▶ [Task requirements] Answer with a bare number: the count of lines in the records below that have the word "Right".

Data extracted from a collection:

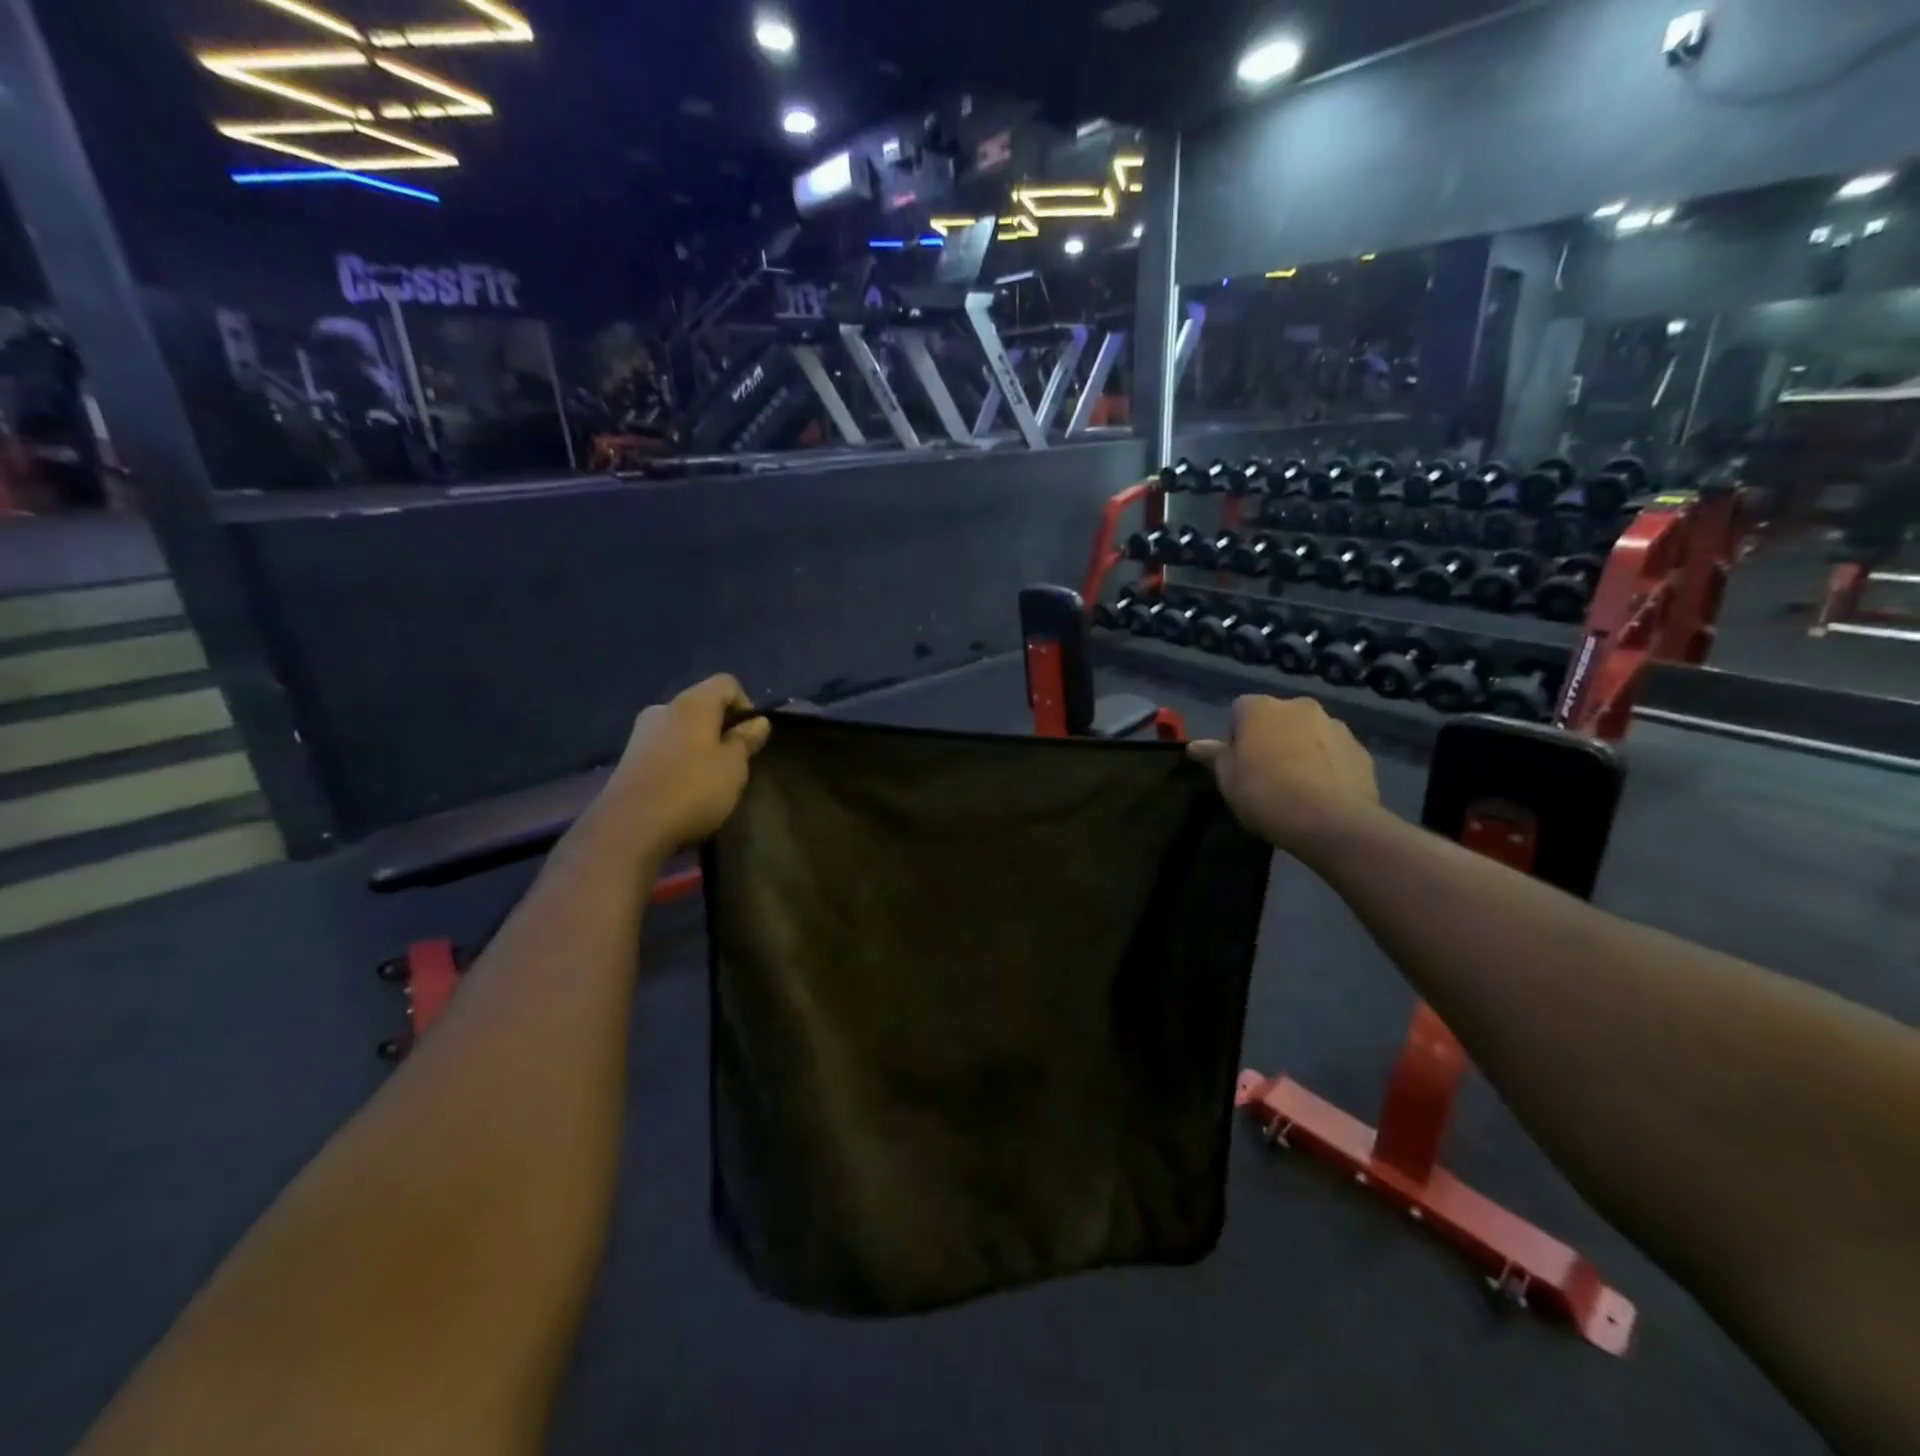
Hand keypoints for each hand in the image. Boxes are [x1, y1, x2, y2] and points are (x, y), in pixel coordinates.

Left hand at [599, 675, 771, 853]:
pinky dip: (679, 762)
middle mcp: (663, 708)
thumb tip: (757, 721)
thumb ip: (746, 740)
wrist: (629, 828)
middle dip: (722, 728)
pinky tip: (683, 790)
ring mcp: (641, 733)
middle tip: (734, 761)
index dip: (745, 705)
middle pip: (702, 706)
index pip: (726, 683)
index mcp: (693, 702)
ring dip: (699, 746)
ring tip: (710, 780)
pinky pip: (664, 749)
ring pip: (681, 729)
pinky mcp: (628, 759)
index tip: (751, 737)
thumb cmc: (692, 789)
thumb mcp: (734, 767)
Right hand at [1189, 696, 1381, 859]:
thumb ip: (1214, 756)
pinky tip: (1322, 793)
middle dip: (1272, 738)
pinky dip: (1327, 765)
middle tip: (1266, 774)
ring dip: (1301, 749)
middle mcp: (1299, 706)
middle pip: (1278, 718)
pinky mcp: (1360, 749)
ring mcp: (1335, 725)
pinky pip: (1335, 752)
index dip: (1237, 736)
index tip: (1239, 763)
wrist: (1331, 821)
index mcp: (1260, 708)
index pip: (1240, 710)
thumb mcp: (1228, 779)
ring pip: (1309, 733)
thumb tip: (1195, 745)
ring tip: (1297, 786)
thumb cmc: (1265, 794)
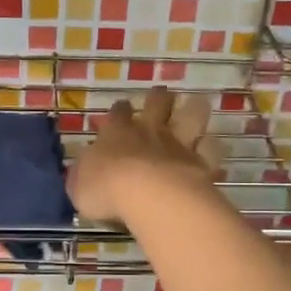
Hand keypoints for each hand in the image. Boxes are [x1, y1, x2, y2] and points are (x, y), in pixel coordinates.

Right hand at [67, 87, 222, 223]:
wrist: (148, 195)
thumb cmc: (105, 188)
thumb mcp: (79, 185)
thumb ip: (84, 173)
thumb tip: (86, 167)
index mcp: (116, 133)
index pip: (118, 113)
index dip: (120, 110)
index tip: (122, 109)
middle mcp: (149, 131)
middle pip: (157, 103)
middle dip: (159, 98)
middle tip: (162, 95)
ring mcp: (178, 143)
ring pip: (191, 116)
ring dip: (193, 110)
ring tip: (196, 106)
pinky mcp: (201, 161)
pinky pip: (210, 149)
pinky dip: (211, 148)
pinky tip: (212, 150)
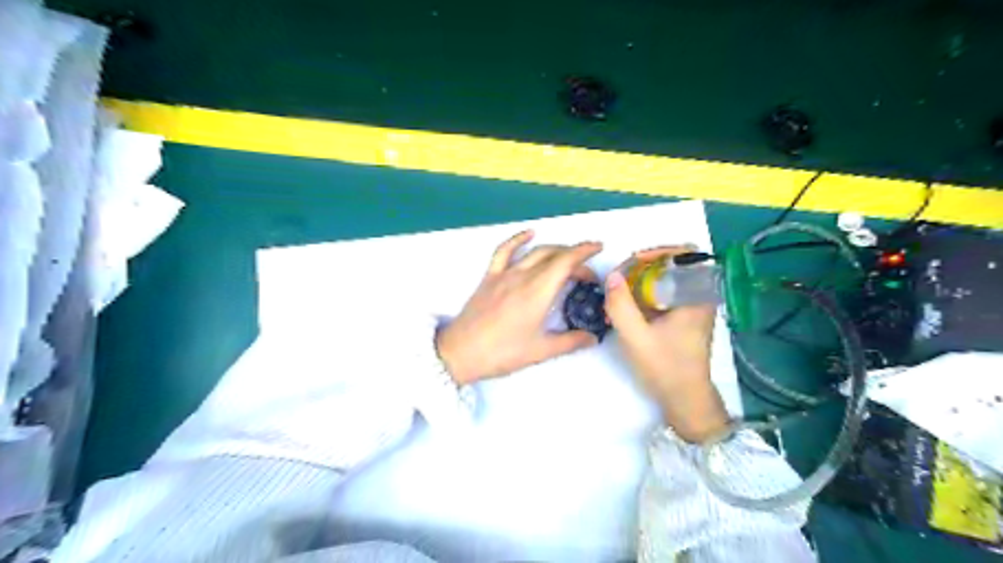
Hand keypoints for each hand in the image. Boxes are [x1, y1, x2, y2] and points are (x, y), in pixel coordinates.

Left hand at [434, 230, 601, 383]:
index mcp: (538, 292)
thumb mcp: (541, 351)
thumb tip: (593, 337)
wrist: (460, 353)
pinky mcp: (489, 277)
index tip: (599, 248)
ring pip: (534, 252)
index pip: (566, 262)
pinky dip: (518, 239)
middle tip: (586, 275)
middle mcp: (523, 276)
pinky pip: (504, 251)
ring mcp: (504, 274)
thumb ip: (570, 341)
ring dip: (555, 250)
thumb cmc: (503, 353)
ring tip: (567, 257)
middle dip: (575, 258)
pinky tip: (529, 233)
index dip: (585, 252)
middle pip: (554, 256)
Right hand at [603, 249, 730, 440]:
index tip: (634, 262)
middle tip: (622, 278)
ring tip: (620, 294)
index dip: (659, 251)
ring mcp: (693, 308)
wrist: (685, 400)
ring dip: (643, 281)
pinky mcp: (685, 318)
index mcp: (698, 296)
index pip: (687, 254)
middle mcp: (700, 297)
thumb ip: (621, 305)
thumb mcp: (636, 337)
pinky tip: (628, 308)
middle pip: (675, 264)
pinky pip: (666, 294)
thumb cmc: (665, 368)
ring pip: (668, 279)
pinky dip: (646, 295)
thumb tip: (612, 276)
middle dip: (645, 267)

▶ [Answer to the problem] 3